« Ce taux concerne les salles financées par l’État et ses partenaires et celles créées par les associations et le secteur privé », a expliqué le ministre de l’Éducation nationale, du préscolaire et des sports, Chakib Benmoussa, en réponse à une question orale, ce lundi 3 janvier à la Chambre des représentants.

Conscient que la généralisation de l’enseignement préscolaire ne peut atteindre ses objectifs que si ce dernier est associé à la qualité nécessaire, le ministère de tutelle a opté pour une démarche articulée autour de quatre axes.

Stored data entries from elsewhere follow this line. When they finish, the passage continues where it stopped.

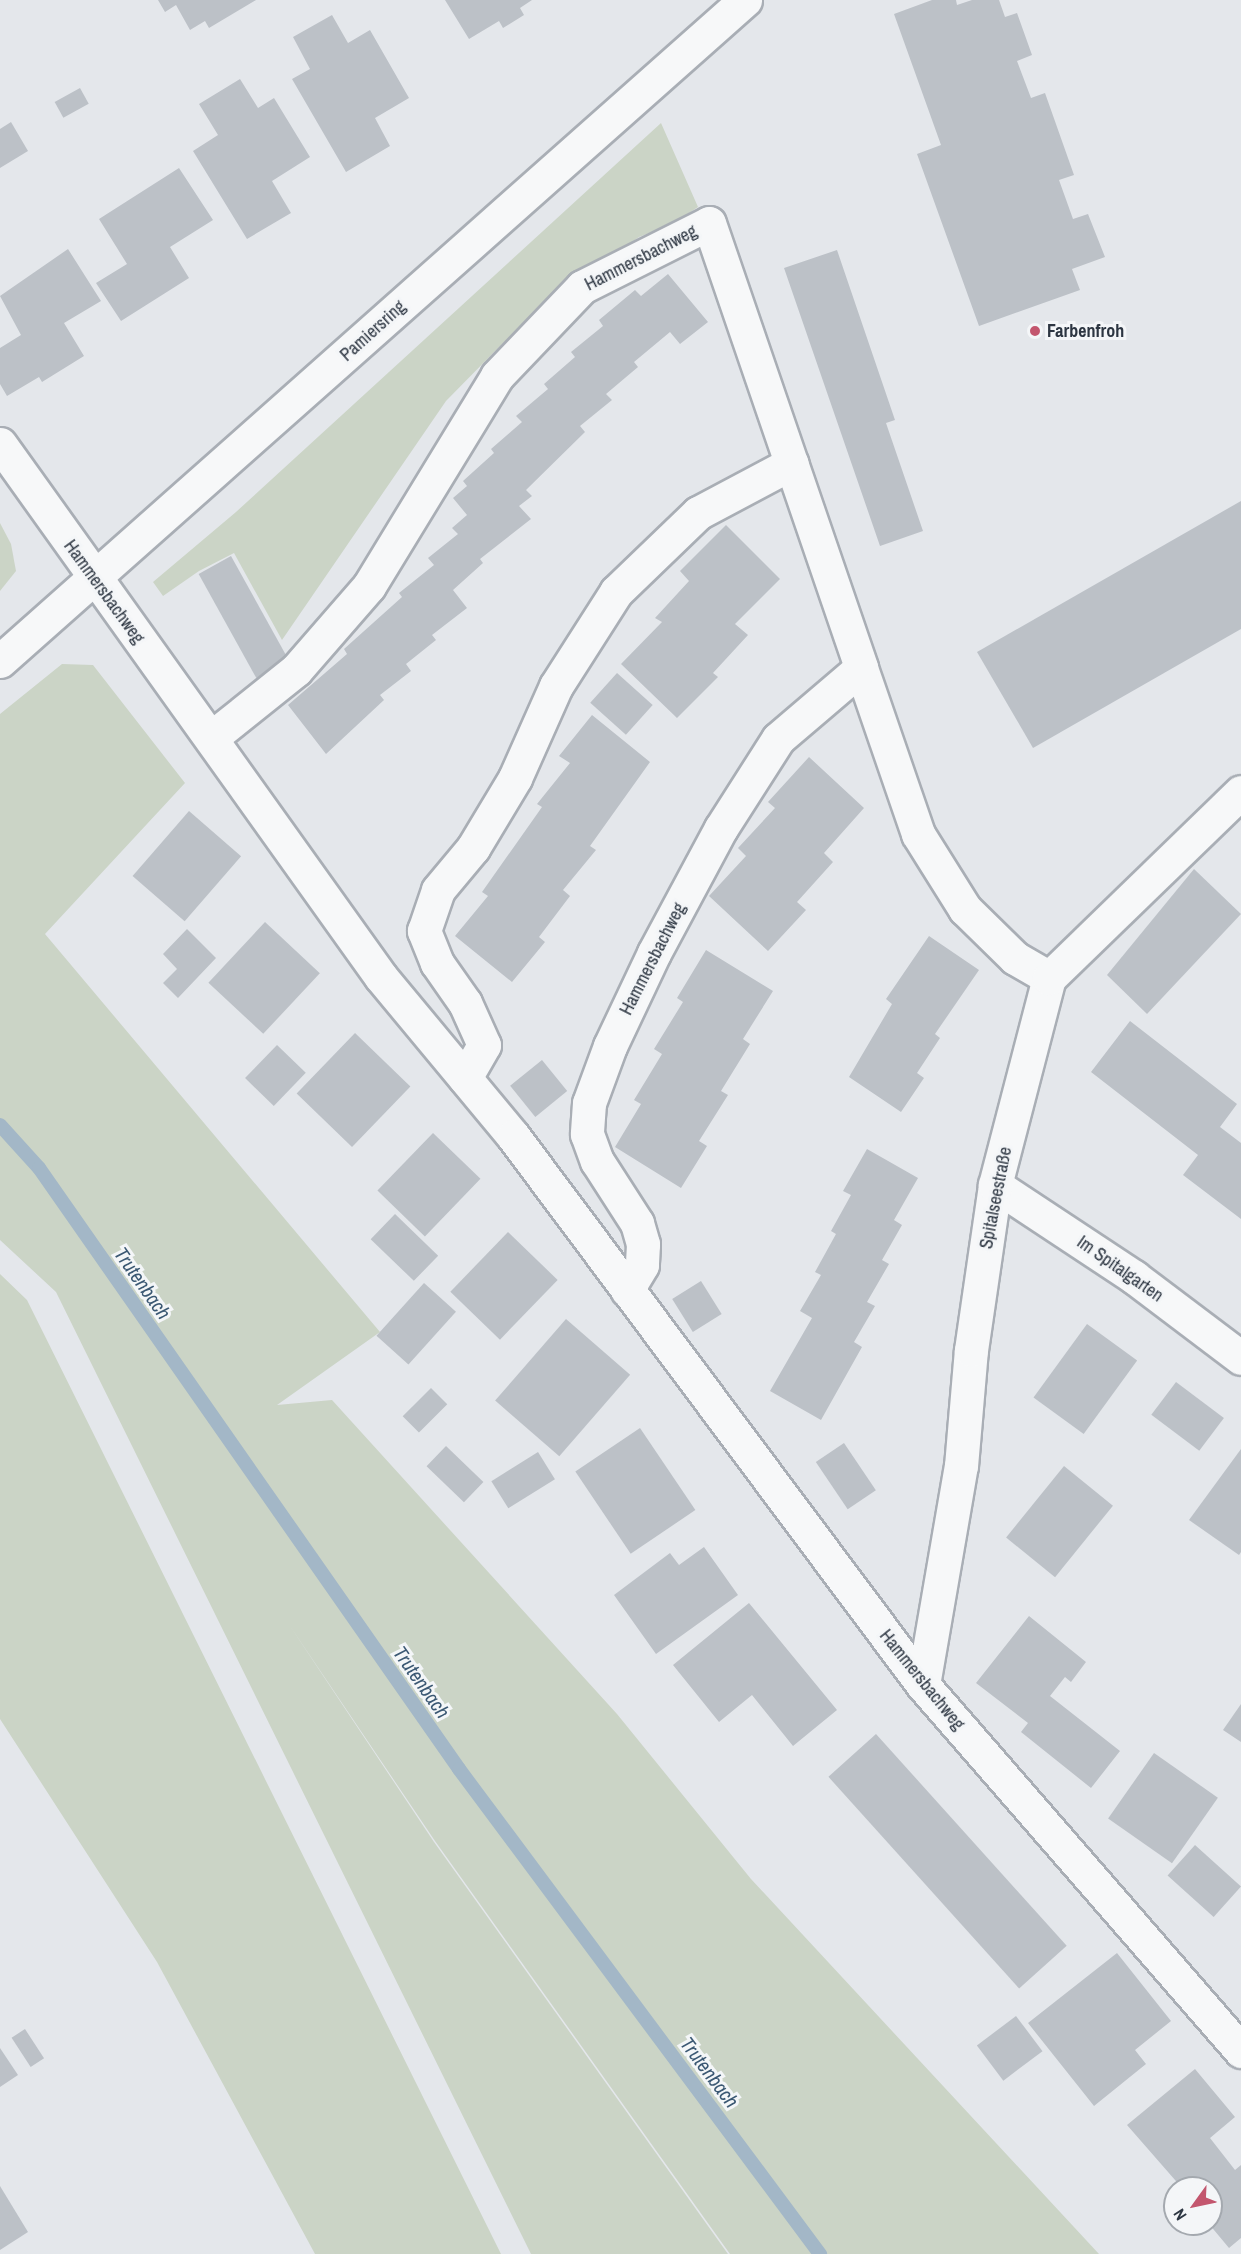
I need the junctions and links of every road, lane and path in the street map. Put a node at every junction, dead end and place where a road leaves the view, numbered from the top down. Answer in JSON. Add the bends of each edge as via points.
{"nodes":[{"id":1,"x":745,"y":0,"type":"edge"},
{"id":2,"x":0,"y":444,"type":"edge"},
{"id":3,"x":792,"y":463,"type":"junction"},
{"id":4,"x":95,"y":579,"type":"junction"},
{"id":5,"x":0,"y":660,"type":"edge"},
{"id":6,"x":861,"y":668,"type":"junction"},
{"id":7,"x":211,"y":738,"type":"junction"},
{"id":8,"x":1241,"y":792,"type":"edge"},
{"id":9,"x":1049,"y":978,"type":"junction"},
{"id":10,"x":465,"y":1078,"type":"junction"},
{"id":11,"x":995,"y":1185,"type":"junction"},
{"id":12,"x":627,"y":1290,"type":"junction"},
{"id":13,"x":1241,"y":1358,"type":"edge"},
{"id":14,"x":923,"y":1685,"type":"junction"},
{"id":15,"x":1241,"y":2051,"type":"edge"}],
"edges":[{"from":1,"to":4,"type":"street","name":"Pamiersring"},
{"from":2,"to":4,"type":"street","name":"Hammersbachweg"},
{"from":3,"to":6,"type":"street","name":"Hammersbachweg"},
{"from":3,"to":7,"type":"street","name":"Hammersbachweg","via":[[709,223],[582,287],[497,376],[369,586],[296,670]]},
{"from":3,"to":10,"type":"street","via":[[698,513],[616,592],[556,686],[515,778],[473,848],[438,890],[424,931],[437,963],[465,1003],[484,1045]]},
{"from":4,"to":5,"type":"street","name":"Pamiersring"},
{"from":4,"to":7,"type":"street","name":"Hammersbachweg"},
{"from":6,"to":9,"type":"street","name":"Hammersbachweg","via":[[918,834],[965,909],[1015,958]]},
{"from":6,"to":12,"type":"street","name":"Hammersbachweg","via":[[778,739],[721,828],[654,953],[603,1065],[589,1103],[587,1134],[597,1161],[637,1223],[643,1244],[642,1265]]},
{"from":7,"to":10,"type":"street","name":"Hammersbachweg","via":[[381,977]]},
{"from":8,"to":9,"type":"street"},
{"from":9,"to":11,"type":"street","name":"Spitalseestraße"},
{"from":10,"to":12,"type":"street","name":"Hammersbachweg"},
{"from":11,"to":13,"type":"street","name":"Im Spitalgarten","via":[[1134,1277]]},
{"from":11,"to":14,"type":"street","name":"Spitalseestraße","via":[[971,1350],[961,1466]]},
{"from":12,"to":14,"type":"street","name":"Hammersbachweg"},
{"from":14,"to":15,"type":"street","name":"Hammersbachweg"}]}
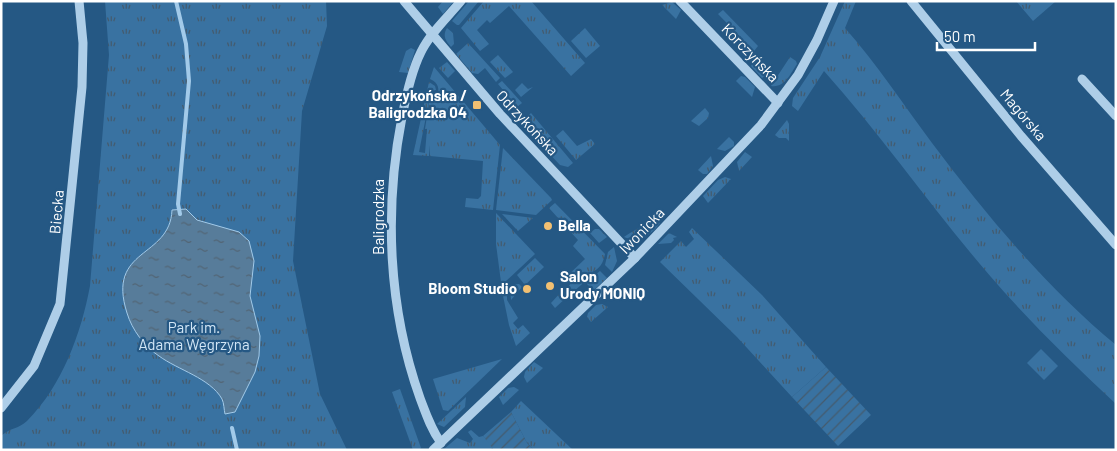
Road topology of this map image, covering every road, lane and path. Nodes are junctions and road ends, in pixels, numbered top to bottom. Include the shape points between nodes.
1 (79, 1) edge
2 (404, 1) edge
3 (461, 1) edge
4 (680, 1) edge
5 (834, 1) edge
6 (911, 1) edge
7 (432, 36) junction
8 (1082, 78) dead end
9 (778, 103) junction
10 (1116, 116) edge
11 (1116, 244) edge
12 (635, 258) junction
13 (1, 408) edge
14 (441, 442) junction
15 (433, 450) edge

1 - 13 street, Biecka via 83,43 82,87 60,304 34,366
2 - 7 street, Odrzykońska
3 - 7 street, Baligrodzka
4 - 9 street, Korczyńska
5 - 9 street, Iwonicka via 817,40
6 - 11 street, Magórska via 1021,136
7 - 12 street, Odrzykońska
7 - 14 street, Baligrodzka via 421,52 408,87 394,158 391,248 402,337 430,424
8 - 10 street
9 - 12 street, Iwonicka
12 - 14 street, Iwonicka
14 - 15 street, Iwonicka

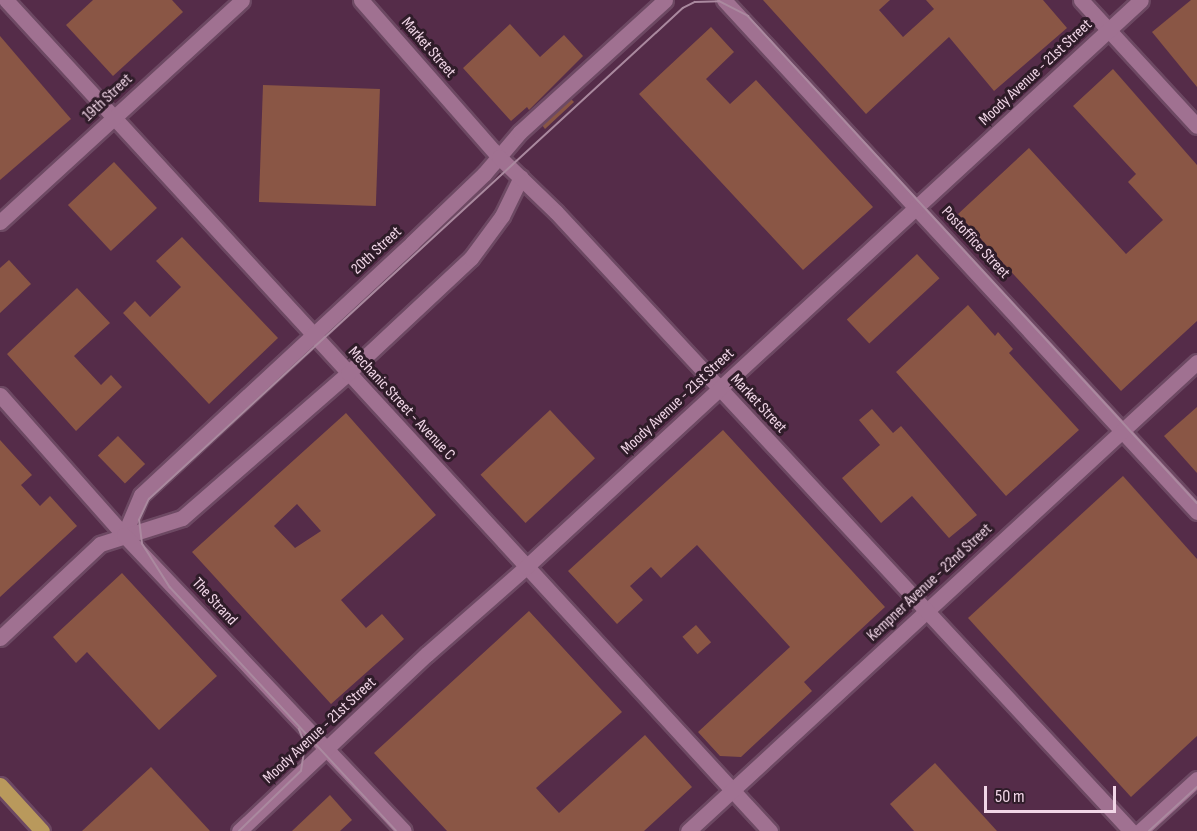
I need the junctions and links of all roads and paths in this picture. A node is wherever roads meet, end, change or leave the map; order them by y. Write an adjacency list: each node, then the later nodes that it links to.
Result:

Il s’agit, selon le ministre, de :

– la construction et l’équipement de salles de préscolaire selon des standards et critères précis ;

– l’élaboration d’un nouveau cadre méthodologique d’enseignement adopté par l’ensemble des structures du préscolaire ;

– la sélection d’éducatrices et d’éducateurs parmi ceux proposés par les associations contractuelles, qui soient dotés des compétences requises en phase avec les critères exigés par ce type d’enseignement, ainsi que l’organisation de sessions de formation fondamentale et continue sur le nouveau cadre référentiel ;

– l’adoption de mécanismes de gouvernance dans la gestion des rapports avec les partenaires.